We decided we had seen enough trees and that we needed some waterfalls in our lives, so we headed next to Yosemite National Park and the promise of spectacular falls.  And they did still have trees too. And supposedly bears. We started with a day in Yosemite Valley

Vernal Falls... way back there.
The valley has all the big famous sites that everyone associates with Yosemite. It's also so popular that visiting it in July is a little more like visiting a Disney Park than it is like really getting out and communing with nature on any level, minus all the Disney employees who are obsessively cleaning up after those who like to throw their water bottles, kleenexes and candy wrappers on the ground. Even at our arrival time of 10 am it was immediately clear that parking was already scarce, so when we found a spot, we parked and left the car in favor of the shuttle buses that circle the valley all day (and well into the night). We hiked first up to Vernal Falls, along with approximately 1,000 others, some of whom were actually pushing strollers up an admittedly paved, but very steep trail. Vernal falls was pretty... but the paved portion of this trail only took us to a bridge from which we could see the falls way off in the distance. Maybe we should have gone further. But we didn't. We also saw Yosemite Falls and Bridal Veil Falls, neither of which was a hike, but rather short walks. At each of the falls there were dire warning signs everywhere about what could happen to you if you dared to climb on the rocks around the falls or wade in the water and still people were crawling all over those rocks, it was a little detracting from the beauty of the falls themselves. We did hike to one other water feature, but it wasn't a fall, we went to Mirror lake where some of us waded blissfully in the cool water.  In most cases, bridal veil falls being the exception, we rode a packed bus to each destination, and hiked/walked with hundreds of others to our destinations.

Wapama Falls
Our goal for day two in the park was double fold: to ditch most of our fellow park visitors and to get up close to a waterfall. Hetch Hetchy came through for us on both counts. Hetch Hetchy is in the northern part of Yosemite, has its own entrance, and in comparison to Yosemite Valley is a lonely place. We hiked to Wapama Falls and only saw a handful of other hikers the whole way in and back. The hike goes first over the O'Shaughnessy Dam and then through an old train tunnel, which was a fabulous start.
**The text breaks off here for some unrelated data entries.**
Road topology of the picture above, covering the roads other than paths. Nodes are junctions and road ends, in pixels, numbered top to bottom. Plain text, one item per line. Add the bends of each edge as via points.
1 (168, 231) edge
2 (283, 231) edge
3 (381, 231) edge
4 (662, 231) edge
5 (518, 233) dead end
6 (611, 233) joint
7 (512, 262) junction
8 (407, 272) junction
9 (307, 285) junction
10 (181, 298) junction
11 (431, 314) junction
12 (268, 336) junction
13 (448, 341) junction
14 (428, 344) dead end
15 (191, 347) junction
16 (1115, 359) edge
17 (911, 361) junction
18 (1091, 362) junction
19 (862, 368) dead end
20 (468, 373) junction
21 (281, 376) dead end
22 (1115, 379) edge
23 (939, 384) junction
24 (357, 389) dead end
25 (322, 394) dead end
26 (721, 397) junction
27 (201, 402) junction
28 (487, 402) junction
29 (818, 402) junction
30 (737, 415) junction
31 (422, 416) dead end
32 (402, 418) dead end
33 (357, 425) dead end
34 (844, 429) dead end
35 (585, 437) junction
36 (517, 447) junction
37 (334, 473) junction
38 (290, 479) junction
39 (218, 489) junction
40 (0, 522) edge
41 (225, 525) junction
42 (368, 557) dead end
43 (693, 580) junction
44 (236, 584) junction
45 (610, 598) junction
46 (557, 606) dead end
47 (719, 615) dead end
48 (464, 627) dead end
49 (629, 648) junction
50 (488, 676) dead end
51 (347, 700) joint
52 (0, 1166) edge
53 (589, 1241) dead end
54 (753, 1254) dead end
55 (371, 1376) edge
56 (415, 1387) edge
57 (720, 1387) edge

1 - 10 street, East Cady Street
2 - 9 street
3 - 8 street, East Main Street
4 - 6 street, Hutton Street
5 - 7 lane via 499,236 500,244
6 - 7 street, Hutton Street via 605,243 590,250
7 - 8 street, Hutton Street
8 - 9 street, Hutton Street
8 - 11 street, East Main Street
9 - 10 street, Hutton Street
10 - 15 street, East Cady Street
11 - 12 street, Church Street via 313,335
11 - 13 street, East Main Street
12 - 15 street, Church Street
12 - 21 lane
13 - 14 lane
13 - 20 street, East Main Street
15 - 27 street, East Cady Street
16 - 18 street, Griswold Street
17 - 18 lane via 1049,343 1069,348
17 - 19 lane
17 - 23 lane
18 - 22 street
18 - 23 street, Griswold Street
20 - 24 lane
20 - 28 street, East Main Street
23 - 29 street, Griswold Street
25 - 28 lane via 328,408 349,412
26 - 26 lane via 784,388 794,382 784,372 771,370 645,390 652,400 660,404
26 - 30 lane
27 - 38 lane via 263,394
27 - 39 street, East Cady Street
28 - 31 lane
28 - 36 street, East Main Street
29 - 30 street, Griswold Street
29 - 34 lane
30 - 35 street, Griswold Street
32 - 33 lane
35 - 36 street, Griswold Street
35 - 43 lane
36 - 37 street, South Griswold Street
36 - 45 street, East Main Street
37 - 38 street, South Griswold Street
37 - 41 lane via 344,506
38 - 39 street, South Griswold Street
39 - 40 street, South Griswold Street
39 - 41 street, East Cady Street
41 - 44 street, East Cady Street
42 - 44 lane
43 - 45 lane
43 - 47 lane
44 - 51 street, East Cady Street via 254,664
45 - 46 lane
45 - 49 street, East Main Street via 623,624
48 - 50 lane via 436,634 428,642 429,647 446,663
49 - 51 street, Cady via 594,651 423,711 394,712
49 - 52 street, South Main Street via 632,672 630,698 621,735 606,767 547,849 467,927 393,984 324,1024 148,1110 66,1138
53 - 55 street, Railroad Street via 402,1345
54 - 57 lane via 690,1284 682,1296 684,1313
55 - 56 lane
From there it is about 2.5 miles to the falls and a good portion of it was in direct sun and walking across ankle wrenching rocky trail. I admit I wondered, given the falls we had seen in the valley the day before if this was going to be worth it. It totally was. There are several bridges across the bottom of the falls and at least one of them was soaking wet and regularly getting splashed, we stood there a long time after our hot sweaty hike in.
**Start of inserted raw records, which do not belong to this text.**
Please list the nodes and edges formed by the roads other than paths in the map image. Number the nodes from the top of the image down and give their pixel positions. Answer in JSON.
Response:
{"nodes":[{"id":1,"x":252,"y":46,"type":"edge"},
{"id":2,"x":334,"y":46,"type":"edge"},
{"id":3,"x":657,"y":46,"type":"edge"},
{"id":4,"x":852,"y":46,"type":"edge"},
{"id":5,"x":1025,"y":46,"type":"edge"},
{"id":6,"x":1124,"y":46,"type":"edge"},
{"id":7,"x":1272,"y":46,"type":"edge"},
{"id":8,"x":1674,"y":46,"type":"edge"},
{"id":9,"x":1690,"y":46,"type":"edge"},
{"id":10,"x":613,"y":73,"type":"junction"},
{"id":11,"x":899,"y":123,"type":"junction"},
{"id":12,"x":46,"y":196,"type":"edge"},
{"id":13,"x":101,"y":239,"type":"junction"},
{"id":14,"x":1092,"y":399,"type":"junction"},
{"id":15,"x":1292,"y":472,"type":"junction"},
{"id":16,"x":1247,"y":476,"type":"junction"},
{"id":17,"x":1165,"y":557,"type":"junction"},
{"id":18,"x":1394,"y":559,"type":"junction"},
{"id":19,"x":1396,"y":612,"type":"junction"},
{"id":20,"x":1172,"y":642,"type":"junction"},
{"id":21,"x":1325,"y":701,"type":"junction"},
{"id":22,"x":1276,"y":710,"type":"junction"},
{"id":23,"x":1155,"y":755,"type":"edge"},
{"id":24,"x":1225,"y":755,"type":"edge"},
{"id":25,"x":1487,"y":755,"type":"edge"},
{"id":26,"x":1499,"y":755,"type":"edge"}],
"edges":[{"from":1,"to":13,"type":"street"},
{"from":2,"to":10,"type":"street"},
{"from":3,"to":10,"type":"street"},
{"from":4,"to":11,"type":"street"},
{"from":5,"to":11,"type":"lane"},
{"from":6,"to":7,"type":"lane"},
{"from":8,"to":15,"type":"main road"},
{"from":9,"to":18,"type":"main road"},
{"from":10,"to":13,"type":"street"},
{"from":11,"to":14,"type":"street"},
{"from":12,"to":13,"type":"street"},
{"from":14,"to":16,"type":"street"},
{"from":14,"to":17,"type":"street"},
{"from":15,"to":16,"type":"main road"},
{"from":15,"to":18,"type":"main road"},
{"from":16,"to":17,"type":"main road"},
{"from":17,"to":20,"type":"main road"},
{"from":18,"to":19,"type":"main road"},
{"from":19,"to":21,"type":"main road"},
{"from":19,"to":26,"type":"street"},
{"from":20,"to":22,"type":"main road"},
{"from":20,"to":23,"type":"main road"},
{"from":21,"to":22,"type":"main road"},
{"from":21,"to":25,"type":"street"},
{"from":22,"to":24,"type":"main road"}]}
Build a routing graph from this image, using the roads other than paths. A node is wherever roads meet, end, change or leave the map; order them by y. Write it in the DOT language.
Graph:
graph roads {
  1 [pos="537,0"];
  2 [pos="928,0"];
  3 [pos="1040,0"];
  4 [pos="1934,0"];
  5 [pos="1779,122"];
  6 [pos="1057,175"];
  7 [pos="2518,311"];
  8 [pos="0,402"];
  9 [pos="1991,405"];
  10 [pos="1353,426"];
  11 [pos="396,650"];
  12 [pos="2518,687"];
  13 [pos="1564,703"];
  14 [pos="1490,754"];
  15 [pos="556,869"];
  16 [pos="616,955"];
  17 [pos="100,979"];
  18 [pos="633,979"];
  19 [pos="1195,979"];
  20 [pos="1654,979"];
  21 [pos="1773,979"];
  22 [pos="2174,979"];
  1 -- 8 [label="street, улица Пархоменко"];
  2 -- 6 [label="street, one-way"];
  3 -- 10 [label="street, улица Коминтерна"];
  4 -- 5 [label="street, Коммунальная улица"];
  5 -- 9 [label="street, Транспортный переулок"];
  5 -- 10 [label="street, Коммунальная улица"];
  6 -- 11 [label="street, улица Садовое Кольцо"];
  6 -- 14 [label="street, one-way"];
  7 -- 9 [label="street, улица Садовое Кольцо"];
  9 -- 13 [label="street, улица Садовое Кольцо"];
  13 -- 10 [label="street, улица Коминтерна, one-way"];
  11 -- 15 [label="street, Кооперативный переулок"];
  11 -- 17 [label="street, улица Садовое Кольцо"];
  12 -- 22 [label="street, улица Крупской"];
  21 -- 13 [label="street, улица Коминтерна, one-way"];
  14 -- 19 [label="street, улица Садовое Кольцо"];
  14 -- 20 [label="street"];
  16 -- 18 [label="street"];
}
We finished Yosemite on a third day by driving all the way through the park and over Tioga Pass on our way to Reno, Nevada, stopping at Olmsted Point and Tenaya Lake (because apparently I can never resist a chance to wade in ice cold water). We searched in vain as we drove for some of those bears the park kept warning us were there but which they obviously have hidden somewhere. Our wildlife sightings in our three days in Yosemite were restricted to deer, squirrels, blue jays, lizards and a snake. Cool, but bears would have been better.